Investors have been complaining about Microsoft’s stagnant stock price for years, and there have been calls to oust CEO Steve Ballmer, who took over from founder Bill Gates in 2000. But going after companies with such large market capitalizations was seen as difficult because of the amount of shares an investor would have to buy to be taken seriously. Even ValueAct’s $2 billion purchase represents less than a 1% stake in Microsoft.

The company presents other hurdles besides its size. Ballmer, who has shrugged off criticisms that Microsoft was behind on tablets and smartphones, owns 4% of the company himself. And although Bill Gates has been selling down his Microsoft shares, he is still chairman of the board, and has a big microphone.

Nonetheless, activist investors have shown in recent years that they don’t need a big holding in a company in order to exert influence. Activist investor Ralph Whitworth at first had only about a 1% stake in Hewlett-Packard, but was seen as credible enough that HP gave him a seat on the board.

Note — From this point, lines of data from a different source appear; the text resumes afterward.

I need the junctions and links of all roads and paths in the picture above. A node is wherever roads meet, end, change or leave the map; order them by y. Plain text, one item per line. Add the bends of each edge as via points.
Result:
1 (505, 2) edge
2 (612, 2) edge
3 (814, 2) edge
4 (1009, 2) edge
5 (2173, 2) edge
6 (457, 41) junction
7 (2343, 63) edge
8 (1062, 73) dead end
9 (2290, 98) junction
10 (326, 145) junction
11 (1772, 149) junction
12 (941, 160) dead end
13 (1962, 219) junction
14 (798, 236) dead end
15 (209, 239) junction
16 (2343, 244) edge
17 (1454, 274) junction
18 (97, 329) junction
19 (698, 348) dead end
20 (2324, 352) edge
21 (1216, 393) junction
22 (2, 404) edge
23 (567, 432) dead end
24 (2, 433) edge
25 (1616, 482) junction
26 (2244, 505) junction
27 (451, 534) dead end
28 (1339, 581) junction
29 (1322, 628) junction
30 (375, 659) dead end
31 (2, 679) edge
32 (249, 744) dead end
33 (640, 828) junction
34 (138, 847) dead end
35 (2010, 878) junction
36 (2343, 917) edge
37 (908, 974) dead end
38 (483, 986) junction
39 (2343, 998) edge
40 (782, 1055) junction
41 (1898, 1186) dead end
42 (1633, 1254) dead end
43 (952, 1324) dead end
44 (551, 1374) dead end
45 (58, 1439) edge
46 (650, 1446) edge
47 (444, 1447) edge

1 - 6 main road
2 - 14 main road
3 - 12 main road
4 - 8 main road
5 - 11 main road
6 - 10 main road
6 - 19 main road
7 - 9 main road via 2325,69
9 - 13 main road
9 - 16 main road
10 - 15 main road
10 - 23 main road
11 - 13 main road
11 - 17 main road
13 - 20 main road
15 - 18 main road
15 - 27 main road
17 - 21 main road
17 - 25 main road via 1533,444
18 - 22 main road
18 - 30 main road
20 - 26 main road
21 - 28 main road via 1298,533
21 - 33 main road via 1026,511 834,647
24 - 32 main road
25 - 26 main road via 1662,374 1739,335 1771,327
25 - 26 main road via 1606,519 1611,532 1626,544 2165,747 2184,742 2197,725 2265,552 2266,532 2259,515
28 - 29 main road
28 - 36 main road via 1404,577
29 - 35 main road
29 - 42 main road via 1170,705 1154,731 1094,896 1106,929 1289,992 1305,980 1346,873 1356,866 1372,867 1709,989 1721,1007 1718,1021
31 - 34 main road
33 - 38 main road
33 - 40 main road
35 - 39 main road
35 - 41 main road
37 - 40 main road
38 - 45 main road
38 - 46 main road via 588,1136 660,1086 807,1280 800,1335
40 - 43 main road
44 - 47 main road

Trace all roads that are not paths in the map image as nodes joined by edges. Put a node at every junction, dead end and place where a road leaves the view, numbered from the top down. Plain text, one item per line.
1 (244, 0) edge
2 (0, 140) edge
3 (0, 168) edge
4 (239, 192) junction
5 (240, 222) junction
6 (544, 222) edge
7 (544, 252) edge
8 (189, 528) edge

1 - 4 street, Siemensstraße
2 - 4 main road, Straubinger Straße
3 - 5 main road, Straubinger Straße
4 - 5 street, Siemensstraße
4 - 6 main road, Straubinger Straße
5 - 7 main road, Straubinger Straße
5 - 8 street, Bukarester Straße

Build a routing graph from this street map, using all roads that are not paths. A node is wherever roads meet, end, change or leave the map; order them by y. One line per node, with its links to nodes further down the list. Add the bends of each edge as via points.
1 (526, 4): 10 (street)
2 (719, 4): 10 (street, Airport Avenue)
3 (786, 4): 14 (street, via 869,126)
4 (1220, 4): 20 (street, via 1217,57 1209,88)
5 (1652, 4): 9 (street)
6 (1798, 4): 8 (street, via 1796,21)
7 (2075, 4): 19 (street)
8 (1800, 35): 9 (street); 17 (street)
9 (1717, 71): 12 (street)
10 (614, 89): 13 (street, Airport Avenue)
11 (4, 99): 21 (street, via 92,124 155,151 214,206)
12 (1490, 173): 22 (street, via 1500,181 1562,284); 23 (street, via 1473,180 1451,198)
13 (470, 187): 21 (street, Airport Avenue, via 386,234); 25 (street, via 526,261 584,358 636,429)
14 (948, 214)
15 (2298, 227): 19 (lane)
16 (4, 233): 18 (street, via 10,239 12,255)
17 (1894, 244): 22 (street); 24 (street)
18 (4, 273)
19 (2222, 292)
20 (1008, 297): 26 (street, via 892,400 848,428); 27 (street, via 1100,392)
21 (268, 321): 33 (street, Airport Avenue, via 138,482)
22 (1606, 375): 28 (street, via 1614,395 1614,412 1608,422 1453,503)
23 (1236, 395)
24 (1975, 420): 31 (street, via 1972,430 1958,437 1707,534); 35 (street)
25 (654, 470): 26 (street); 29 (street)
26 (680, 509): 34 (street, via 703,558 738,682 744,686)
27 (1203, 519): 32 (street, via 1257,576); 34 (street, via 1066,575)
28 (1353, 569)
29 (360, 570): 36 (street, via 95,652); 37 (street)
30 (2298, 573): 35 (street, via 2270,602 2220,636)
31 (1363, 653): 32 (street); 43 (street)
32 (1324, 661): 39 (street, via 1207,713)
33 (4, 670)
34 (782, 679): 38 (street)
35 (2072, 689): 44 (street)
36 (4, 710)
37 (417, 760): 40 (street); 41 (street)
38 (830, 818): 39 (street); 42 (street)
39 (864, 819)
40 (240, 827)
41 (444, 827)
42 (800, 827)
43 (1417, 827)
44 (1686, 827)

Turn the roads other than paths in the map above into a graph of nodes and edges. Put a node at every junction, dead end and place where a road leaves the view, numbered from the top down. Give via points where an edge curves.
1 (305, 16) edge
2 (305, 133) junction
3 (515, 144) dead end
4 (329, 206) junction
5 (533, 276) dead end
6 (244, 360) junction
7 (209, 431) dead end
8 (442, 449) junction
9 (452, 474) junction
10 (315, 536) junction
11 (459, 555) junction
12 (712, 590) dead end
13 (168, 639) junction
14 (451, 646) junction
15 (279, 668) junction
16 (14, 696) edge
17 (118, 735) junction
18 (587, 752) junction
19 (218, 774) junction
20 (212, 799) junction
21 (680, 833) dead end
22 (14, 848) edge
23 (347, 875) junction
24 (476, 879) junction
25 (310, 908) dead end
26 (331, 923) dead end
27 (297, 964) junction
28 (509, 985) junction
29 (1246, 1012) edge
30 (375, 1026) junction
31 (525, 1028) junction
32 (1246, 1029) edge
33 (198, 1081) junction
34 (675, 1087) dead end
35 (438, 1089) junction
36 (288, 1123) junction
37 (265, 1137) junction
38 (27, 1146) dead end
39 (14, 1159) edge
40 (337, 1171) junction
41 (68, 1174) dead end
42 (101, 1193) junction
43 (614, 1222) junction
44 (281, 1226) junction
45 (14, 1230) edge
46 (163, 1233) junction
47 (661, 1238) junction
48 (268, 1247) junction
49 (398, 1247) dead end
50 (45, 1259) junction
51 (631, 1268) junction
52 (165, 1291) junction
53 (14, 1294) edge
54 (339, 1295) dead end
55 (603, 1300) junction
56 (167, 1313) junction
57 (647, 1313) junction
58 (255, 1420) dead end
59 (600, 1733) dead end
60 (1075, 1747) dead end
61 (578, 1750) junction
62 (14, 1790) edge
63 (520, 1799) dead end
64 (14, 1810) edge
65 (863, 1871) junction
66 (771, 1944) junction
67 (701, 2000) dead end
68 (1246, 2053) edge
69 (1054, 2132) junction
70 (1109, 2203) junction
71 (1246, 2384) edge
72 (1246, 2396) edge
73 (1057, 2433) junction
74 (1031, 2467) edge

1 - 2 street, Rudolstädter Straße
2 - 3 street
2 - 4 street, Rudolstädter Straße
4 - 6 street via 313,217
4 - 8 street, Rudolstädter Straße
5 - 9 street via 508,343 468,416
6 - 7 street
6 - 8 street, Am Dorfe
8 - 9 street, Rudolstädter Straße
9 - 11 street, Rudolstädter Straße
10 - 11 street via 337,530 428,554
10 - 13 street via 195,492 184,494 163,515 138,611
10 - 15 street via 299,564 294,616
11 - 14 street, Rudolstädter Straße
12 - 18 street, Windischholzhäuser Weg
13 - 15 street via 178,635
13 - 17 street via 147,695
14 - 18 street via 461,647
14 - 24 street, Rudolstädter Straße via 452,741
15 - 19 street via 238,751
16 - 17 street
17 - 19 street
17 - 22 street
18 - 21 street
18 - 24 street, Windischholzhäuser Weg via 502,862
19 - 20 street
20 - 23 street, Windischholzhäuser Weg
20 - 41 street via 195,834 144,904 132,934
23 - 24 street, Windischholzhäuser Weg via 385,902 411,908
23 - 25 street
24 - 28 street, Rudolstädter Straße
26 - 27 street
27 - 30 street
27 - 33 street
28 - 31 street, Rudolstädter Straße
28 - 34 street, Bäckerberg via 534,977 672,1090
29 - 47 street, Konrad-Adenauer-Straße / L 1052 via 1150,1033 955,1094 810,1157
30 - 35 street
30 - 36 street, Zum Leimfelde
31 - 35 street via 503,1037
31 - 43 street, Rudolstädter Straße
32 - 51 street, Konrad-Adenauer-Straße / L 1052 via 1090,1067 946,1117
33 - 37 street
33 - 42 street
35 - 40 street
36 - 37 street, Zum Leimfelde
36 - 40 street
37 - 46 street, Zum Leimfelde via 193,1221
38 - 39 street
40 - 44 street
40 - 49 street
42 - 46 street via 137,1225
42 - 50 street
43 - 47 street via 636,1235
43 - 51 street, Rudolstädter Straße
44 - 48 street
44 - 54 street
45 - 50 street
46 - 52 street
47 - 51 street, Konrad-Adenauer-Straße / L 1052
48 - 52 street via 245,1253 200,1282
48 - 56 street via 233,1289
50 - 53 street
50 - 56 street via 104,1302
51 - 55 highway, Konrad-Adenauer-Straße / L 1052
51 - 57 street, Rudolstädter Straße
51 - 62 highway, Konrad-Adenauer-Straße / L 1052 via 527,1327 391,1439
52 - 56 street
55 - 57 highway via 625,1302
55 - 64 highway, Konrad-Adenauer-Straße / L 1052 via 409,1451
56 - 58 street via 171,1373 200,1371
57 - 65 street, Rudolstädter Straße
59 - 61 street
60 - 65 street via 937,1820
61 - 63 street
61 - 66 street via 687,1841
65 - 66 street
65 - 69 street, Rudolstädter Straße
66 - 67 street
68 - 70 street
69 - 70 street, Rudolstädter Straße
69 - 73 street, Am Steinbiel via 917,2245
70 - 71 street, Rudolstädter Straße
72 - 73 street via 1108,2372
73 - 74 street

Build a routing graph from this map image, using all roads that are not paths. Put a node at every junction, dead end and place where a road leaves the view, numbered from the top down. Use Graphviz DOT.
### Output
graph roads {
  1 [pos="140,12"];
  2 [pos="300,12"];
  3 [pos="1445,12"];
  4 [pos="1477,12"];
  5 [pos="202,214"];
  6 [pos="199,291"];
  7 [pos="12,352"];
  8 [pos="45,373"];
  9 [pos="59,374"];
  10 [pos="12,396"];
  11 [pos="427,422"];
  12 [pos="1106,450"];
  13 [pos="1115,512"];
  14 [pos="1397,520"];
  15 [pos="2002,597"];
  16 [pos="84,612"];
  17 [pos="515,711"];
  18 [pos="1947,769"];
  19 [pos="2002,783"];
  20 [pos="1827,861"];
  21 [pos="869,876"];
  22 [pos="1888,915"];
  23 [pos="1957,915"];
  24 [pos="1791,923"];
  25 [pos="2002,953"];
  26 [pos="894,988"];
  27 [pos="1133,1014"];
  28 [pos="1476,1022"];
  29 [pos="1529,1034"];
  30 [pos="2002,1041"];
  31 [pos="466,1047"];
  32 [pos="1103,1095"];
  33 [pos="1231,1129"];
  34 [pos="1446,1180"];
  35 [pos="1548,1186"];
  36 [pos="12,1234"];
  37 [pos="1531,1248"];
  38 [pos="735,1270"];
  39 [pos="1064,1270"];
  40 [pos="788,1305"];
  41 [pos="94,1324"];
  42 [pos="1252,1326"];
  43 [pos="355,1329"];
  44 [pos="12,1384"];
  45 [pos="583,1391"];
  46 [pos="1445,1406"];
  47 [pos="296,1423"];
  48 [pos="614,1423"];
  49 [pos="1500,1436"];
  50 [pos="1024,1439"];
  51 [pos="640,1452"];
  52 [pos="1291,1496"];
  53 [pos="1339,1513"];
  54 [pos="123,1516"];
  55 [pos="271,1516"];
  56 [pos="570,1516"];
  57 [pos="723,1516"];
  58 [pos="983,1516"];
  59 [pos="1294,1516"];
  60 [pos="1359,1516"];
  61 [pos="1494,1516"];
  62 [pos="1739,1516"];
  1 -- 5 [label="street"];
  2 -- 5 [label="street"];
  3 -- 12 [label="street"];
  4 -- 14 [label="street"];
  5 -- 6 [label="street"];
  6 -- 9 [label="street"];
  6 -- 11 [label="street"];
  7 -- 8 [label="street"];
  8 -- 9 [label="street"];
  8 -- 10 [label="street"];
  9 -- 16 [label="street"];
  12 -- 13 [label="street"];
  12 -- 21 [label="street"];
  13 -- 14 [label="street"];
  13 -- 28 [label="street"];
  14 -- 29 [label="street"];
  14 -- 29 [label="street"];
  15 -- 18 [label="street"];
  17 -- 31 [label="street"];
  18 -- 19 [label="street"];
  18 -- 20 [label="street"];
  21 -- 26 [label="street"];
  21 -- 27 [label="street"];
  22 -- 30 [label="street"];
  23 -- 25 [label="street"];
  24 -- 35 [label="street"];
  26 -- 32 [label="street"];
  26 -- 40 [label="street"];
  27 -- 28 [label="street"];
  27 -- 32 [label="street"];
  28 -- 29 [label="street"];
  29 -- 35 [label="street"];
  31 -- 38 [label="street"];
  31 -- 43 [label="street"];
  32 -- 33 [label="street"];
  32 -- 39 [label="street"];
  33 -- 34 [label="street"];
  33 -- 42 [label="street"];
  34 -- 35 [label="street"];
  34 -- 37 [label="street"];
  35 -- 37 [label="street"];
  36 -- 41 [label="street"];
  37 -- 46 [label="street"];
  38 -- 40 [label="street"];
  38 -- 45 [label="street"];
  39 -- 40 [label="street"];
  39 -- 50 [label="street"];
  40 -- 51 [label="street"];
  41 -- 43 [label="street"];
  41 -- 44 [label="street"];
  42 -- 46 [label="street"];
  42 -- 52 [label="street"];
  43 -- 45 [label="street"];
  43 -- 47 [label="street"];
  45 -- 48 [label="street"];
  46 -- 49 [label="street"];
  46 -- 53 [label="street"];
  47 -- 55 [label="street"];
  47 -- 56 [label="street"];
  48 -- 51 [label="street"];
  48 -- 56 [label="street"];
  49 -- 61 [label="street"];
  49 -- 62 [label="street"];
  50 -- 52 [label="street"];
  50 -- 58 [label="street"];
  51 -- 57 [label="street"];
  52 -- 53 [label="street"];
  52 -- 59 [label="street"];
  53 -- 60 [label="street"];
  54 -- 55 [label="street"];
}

Whitworth was recently appointed the interim chairman of the board, after longtime chairman Ray Lane stepped down last month.

Similarly, the news of ValueAct’s purchase (video) sent Microsoft shares up by about 4%. ValueAct, which has pushed for the sale of companies and other major changes in stocks it has bought into in the past, told CNBC its investment was based on the fundamental value of Microsoft’s stock, and that the fund will talk to the company’s board if it is “unhappy.” In other words, ValueAct will likely advocate a higher dividend or share buyback, either of which could boost the stock price. If it is feeling really “unhappy” and also really confident, it could push for a management shakeup.